On 2/13/26 22:04, Joanne Koong wrote:
> On Fri, Feb 13, 2026 at 4:41 AM Pavel Begunkov <asml.silence@gmail.com> wrote:
...
>> Fuse is doing both adding (kernel) buffers to the ring and consuming
>> them. At which point it's not clear:
>>
>> 1. Why it even needs io_uring provided buffer rings, it can be all
>>      contained in fuse. Maybe it's trying to reuse pbuf ring code as
>>      basically an internal memory allocator, but then why expose buffer
>>      rings as an io_uring uapi instead of keeping it internally.
>>
>>      That's also why I mentioned whether those buffers are supposed to
>>      be used with other types of io_uring requests like recv, etc.
> 
> On the userspace/server side, it uses the buffers for other io-uring
> operations (eg reading or writing the contents from/to a
> locally-backed file).

Oops, typo. I was asking whether the buffer rings (not buffers) are
supposed to be used with other requests. E.g. submitting a
IORING_OP_RECV with IOSQE_BUFFER_SELECT set and the bgid specifying
your kernel-managed buffer ring.

>> 2. Why making io_uring to allocate payload memory. The answer to which
>>      is probably to reuse the region api with mmap and so on. And why
>>      payload buffers are inseparably created together with the ring
> 
> My main motivation for this is simplicity. I see (and thanks for
> explaining) that using a registered mem region allows the use of some
> optimizations (the only one I know of right now is the PMD one you
> mentioned but maybe there's more I'm missing) that could be useful for
> some workloads, but I don't think (and this could just be my lack of
> understanding of what more optimizations there are) most use cases of
> kmbufs benefit from those optimizations, so to me it feels like we're
> adding non-trivial complexity for no noticeable benefit.

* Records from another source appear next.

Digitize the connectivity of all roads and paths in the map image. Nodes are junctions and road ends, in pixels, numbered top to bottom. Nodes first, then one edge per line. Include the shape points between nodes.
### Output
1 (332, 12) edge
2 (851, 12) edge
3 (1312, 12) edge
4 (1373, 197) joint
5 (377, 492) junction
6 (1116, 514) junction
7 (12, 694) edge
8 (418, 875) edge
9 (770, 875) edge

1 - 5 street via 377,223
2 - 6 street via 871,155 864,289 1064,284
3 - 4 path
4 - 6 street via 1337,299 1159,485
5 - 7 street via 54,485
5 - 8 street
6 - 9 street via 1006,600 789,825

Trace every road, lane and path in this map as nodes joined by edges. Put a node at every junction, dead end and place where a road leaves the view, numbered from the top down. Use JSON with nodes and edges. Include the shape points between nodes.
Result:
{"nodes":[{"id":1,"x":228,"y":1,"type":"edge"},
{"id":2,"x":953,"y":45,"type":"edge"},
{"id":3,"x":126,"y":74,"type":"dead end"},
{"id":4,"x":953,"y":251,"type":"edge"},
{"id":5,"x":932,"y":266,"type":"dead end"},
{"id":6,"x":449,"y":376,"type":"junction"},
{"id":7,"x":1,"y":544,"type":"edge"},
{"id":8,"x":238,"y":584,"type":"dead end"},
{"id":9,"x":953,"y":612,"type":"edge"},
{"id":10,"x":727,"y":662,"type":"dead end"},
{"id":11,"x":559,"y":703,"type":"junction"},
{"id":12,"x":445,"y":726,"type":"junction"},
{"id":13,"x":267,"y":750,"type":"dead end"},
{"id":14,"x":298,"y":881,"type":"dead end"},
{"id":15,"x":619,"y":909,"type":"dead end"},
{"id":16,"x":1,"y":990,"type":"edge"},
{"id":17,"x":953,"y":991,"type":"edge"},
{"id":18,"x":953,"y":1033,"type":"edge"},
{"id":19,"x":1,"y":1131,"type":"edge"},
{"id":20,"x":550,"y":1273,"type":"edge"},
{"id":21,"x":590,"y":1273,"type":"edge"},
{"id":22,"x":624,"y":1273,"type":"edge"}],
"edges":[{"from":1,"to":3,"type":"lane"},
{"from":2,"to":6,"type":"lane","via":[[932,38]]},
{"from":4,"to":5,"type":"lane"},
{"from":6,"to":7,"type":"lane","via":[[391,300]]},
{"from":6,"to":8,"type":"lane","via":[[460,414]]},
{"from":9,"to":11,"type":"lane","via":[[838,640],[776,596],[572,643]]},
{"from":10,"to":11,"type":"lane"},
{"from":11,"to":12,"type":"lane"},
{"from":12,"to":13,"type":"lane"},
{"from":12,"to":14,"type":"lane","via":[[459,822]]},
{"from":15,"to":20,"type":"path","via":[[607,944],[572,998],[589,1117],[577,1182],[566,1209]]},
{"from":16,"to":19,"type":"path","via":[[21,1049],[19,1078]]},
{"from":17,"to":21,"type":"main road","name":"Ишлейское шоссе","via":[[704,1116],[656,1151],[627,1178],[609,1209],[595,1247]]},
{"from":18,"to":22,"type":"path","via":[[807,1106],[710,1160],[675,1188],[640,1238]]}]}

There are two separate arguments. The first is about not making buffers
inseparable from buffer rings in the io_uring user API. Whether it's
IORING_REGISTER_MEM_REGION or something else is not that important.
I have no objection if it's a part of fuse instead though, e.g. if
fuse binds two objects together when you register it with fuse, or even
if fuse create a buffer ring internally (assuming it doesn't indirectly
leak into io_uring uapi).

And the second was about optionally allowing user memory for buffer
creation as you're reusing the region abstraction. You can find pros
and cons for both modes, and funnily enough, SQ/CQ were first kernel
allocated and then people asked for backing it by user memory, and IIRC
it was in the reverse order for pbuf rings.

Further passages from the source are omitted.